Джеймс замер, глядя на нее и представляя, что будет, если он позволит себе полюбить ее на самом деле. Может быть, у него есть шанс, и все будет хорошо. Тогда он не повторит судьбу своего отца, своих деда и прадеда. Может быть, простая любовь к Софи сможет прервать эту фамильную цепь бед?

Только время могло ответить на этот вопрос, и поэтому Джеймс решил пока продолжать сохранять ровные отношения, а заодно держать свои эмоции под контролем.

Марион Лэнгдон, вдовствующая герцогиня Уэнтуорт, усевшись на обитую ситцем кушетку в своем будуаре в родовом замке Уэнтуорт в Йоркшире, равнодушно осмотрела светлые синие стены, отделанные темным дубом, и величественные семейные портреты, висевшие в определенном порядке на стене, а затем перевела взгляд на комод, где стояла большая малахитовая ваза. На эту вазу она не обращала внимания многие годы и только сейчас заметила, что у основания вазы отбит маленький кусочек.

Почему бы ей не заметить этого раньше и не позаботиться о том, чтобы ее отремонтировать, с раздражением подумала Марион. Впрочем, она всегда чувствовала себя очень уютно в этой комнате и многого в ней не замечала, и только сентиментальное настроение, которое овладело ею, заставило ее обратить внимание на недочеты в обстановке.

Марион понимала, что судьба ее решена. Сын привел в дом жену, и теперь Марион придется уступить ей и власть в доме, и эти комнаты, а самой перебраться в восточное крыло замка, где обычно жили вдовствующие герцогини, когда в доме появлялась молодая хозяйка.

Ей вспомнилось, как она сама была молодой герцогиней много-много лет тому назад – тогда вместе с Генри, своим мужем, она впервые появилась в замке и была представлена слугам как новая молодая хозяйка. Помнила Марион и то, как хрупкая старая женщина, ее свекровь, сделала реверанс, и как слуги с сомнением и робостью смотрели на нее, не зная, чего ожидать от молодой герцогини.

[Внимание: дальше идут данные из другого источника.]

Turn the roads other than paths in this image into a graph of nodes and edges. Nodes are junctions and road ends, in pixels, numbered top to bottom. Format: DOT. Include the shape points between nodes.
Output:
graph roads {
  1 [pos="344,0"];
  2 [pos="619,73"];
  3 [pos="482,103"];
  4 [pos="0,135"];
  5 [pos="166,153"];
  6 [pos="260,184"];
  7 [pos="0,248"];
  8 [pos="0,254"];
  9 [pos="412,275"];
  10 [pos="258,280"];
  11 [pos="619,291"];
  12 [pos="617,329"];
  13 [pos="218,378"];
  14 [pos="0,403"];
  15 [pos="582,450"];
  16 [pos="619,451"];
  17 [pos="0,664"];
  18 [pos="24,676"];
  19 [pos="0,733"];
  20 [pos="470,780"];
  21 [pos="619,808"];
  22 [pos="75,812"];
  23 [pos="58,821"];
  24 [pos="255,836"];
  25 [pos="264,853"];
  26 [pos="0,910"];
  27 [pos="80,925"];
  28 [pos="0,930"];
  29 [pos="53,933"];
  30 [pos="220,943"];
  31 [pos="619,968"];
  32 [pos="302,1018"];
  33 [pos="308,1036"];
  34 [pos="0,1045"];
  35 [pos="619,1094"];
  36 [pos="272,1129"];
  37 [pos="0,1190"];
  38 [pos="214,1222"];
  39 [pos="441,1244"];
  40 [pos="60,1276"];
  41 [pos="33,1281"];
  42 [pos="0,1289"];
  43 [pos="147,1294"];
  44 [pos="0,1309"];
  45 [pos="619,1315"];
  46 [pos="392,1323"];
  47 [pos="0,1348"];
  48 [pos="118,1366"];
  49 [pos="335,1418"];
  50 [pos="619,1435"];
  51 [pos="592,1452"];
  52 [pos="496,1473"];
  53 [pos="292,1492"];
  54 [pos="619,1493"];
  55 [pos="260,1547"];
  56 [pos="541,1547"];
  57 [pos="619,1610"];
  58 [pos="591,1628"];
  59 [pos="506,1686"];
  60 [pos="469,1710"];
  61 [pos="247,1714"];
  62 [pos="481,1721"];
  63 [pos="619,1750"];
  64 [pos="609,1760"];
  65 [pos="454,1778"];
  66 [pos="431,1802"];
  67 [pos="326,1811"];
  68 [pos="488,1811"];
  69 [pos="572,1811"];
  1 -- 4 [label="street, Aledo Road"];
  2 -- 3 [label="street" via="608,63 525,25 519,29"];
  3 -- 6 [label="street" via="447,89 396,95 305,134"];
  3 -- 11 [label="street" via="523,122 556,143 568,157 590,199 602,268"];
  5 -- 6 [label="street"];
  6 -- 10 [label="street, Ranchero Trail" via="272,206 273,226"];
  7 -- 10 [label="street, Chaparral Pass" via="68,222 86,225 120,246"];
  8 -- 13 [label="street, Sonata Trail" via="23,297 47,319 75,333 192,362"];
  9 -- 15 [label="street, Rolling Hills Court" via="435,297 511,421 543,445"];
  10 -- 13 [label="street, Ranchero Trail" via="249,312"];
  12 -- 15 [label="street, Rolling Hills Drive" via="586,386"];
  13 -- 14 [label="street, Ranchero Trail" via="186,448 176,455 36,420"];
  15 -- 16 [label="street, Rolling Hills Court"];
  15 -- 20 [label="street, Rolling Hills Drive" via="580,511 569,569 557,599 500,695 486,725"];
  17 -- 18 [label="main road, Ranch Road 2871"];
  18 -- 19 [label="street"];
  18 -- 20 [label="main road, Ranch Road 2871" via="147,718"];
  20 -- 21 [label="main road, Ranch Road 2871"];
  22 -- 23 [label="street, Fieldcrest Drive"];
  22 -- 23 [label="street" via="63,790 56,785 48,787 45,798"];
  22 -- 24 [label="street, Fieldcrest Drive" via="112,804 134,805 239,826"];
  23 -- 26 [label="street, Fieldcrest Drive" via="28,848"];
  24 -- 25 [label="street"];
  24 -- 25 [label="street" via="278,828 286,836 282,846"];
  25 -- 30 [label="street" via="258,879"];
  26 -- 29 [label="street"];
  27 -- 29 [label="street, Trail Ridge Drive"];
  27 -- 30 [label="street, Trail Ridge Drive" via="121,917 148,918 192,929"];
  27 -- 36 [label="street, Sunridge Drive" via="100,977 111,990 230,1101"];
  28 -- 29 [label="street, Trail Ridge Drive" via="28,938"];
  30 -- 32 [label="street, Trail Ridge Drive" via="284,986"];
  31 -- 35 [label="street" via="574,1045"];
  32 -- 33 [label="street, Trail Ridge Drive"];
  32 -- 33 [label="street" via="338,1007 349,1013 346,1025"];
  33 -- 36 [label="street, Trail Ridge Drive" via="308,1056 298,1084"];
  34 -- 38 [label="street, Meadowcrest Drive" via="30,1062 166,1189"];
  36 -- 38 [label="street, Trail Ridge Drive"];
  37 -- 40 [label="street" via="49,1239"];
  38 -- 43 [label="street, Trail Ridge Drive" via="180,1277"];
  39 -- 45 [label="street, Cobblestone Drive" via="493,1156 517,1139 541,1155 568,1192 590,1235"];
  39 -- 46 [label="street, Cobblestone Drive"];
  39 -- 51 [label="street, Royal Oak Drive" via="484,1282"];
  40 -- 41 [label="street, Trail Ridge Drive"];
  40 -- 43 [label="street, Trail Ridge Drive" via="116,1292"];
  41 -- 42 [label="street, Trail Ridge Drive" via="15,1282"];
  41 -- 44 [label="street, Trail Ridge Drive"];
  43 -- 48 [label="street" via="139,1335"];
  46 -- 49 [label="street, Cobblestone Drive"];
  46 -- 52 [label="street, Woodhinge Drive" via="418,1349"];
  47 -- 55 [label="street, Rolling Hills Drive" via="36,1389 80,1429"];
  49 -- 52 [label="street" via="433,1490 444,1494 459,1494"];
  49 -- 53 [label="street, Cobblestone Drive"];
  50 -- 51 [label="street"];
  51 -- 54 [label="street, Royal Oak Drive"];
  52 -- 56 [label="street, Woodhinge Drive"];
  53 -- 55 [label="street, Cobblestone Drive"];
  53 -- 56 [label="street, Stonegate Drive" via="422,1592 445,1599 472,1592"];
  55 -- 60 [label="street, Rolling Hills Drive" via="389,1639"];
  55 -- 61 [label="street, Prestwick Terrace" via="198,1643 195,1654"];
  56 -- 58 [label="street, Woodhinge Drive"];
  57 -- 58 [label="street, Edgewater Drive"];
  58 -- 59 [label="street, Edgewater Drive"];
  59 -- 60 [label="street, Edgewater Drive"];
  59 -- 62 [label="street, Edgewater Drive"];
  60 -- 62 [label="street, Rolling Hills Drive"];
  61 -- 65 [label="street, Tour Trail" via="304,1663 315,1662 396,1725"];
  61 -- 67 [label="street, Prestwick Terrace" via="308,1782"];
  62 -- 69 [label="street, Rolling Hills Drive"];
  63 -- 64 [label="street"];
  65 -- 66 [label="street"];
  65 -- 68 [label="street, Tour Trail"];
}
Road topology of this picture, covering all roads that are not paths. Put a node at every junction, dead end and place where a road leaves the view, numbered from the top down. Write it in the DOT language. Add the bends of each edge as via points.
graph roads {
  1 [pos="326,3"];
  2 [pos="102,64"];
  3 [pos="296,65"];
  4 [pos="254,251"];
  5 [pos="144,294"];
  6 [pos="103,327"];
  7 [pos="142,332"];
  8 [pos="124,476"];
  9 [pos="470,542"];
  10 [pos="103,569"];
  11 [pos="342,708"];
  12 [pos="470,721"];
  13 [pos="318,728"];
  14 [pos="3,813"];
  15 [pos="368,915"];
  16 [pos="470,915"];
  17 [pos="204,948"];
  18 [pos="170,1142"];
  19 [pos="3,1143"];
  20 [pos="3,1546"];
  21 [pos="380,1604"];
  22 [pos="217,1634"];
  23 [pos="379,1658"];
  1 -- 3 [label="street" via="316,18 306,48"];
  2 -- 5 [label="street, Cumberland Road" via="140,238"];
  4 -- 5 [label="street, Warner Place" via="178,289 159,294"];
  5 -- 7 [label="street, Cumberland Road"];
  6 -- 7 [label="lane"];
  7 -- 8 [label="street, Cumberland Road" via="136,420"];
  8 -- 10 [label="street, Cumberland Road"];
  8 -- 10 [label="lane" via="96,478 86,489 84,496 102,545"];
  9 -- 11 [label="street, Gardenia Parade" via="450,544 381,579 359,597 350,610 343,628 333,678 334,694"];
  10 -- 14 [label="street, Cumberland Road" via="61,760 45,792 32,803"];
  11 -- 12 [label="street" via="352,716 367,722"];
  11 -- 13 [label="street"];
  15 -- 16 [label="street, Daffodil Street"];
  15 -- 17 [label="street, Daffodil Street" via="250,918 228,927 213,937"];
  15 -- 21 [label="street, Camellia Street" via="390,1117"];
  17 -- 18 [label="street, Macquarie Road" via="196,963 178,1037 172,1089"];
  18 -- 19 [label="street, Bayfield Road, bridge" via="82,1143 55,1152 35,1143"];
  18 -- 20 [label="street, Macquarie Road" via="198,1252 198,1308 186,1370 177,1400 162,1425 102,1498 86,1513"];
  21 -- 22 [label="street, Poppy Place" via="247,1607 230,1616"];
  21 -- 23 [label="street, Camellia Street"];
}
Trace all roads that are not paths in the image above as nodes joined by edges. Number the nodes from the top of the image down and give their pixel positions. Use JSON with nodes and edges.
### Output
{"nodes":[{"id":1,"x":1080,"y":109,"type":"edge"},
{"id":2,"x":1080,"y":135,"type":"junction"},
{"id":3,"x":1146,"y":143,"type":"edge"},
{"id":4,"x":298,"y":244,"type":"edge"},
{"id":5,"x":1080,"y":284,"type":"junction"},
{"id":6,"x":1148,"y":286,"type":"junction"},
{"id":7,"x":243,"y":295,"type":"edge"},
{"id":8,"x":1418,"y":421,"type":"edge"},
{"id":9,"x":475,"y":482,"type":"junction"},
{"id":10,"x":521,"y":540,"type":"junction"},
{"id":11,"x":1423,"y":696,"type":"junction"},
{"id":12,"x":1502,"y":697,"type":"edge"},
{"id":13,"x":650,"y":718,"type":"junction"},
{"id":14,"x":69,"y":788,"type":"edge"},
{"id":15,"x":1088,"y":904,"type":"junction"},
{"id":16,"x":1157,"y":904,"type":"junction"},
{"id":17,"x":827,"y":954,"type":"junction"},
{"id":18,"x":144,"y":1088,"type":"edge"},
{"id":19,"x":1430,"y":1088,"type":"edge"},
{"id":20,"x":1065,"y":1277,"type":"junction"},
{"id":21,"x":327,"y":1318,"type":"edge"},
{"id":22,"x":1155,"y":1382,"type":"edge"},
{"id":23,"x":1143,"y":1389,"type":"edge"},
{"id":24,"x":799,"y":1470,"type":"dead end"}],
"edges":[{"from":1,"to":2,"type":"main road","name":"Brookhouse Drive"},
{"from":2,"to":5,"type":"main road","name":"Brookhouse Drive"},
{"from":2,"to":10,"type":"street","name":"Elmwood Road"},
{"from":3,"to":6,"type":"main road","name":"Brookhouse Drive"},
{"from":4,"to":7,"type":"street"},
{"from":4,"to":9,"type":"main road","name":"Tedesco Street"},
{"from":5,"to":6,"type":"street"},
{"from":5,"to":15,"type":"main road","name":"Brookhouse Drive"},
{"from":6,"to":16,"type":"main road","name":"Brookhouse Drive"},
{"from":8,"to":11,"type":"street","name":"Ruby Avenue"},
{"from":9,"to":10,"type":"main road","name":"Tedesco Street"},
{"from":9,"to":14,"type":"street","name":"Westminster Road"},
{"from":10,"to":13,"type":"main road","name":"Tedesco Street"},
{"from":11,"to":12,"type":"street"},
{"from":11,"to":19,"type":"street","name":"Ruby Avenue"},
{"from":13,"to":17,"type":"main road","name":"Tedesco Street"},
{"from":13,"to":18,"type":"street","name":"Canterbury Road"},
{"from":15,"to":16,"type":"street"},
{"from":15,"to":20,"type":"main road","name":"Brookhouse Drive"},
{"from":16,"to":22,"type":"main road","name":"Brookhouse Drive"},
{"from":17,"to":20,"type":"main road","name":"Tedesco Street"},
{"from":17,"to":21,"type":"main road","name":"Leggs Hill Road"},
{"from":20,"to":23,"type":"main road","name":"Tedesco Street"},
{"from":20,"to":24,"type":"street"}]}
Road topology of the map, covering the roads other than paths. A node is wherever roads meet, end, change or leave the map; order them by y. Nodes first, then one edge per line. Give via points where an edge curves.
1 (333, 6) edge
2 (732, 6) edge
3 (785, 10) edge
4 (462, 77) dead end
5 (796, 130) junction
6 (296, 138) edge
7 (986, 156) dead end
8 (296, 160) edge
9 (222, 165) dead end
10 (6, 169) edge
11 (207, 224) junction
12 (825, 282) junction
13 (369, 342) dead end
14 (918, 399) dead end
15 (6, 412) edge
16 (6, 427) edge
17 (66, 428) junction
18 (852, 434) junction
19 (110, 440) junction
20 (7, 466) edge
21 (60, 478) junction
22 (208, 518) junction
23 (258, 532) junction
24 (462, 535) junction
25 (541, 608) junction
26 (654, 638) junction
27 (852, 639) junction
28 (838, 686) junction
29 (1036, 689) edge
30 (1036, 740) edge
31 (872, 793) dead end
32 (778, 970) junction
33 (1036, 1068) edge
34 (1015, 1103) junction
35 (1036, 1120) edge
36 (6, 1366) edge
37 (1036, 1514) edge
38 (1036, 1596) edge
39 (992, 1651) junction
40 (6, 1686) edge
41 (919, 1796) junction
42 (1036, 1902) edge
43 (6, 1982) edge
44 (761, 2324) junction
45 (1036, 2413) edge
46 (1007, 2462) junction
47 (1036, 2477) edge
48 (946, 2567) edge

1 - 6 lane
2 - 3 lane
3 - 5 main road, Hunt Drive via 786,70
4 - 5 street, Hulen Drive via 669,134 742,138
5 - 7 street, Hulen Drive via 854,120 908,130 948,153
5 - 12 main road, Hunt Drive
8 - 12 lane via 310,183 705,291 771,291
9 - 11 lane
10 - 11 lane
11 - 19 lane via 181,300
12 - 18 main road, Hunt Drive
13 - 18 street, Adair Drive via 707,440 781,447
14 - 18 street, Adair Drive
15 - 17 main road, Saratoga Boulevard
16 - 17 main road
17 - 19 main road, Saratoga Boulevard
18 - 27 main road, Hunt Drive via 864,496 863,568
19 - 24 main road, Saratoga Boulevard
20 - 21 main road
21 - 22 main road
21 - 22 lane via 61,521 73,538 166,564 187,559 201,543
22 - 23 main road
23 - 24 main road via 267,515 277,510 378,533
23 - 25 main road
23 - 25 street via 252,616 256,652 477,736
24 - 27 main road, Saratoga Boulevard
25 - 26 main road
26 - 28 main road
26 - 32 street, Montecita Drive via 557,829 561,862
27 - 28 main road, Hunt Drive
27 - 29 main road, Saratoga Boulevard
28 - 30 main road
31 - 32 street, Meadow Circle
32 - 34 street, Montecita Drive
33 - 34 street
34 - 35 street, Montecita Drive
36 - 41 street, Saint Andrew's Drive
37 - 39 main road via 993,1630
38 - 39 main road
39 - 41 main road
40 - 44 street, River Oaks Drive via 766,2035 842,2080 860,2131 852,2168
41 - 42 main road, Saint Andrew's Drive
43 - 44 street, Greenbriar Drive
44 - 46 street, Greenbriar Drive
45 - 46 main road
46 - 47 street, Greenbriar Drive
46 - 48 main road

Однако Марион происходила из старинной аристократической английской семьи и отлично знала все, что необходимо было знать хозяйке такого замка, как Уэнтуорт. Ее покойная свекровь, вдовствовавшая герцогиня, тоже знала, что передает дом в надежные руки. Наверное, она испытывала удовлетворение от того, что ее сын выбрал себе достойную спутницу жизни, хотя вслух об этом, разумеется, не говорилось.

Ей самой не так повезло. Медовый месяц в Риме ее старший сын проводил с молодой американкой, абсолютно не воспитанной, не знающей английских обычаев и, безусловно, оказывающей плохое влияние на мужа. Ее внешний вид мог шокировать любую аристократическую англичанку. Единственным достоинством молодой американки были ее доллары, вернее, их солидное количество. Что подумают слуги, когда она впервые появится в замке? Марион даже вздрогнула, представив себе эту картину. Как эта американская девочка научится всему, что надо знать, чтобы с достоинством и уверенностью исполнять роль хозяйки такого аристократического дома?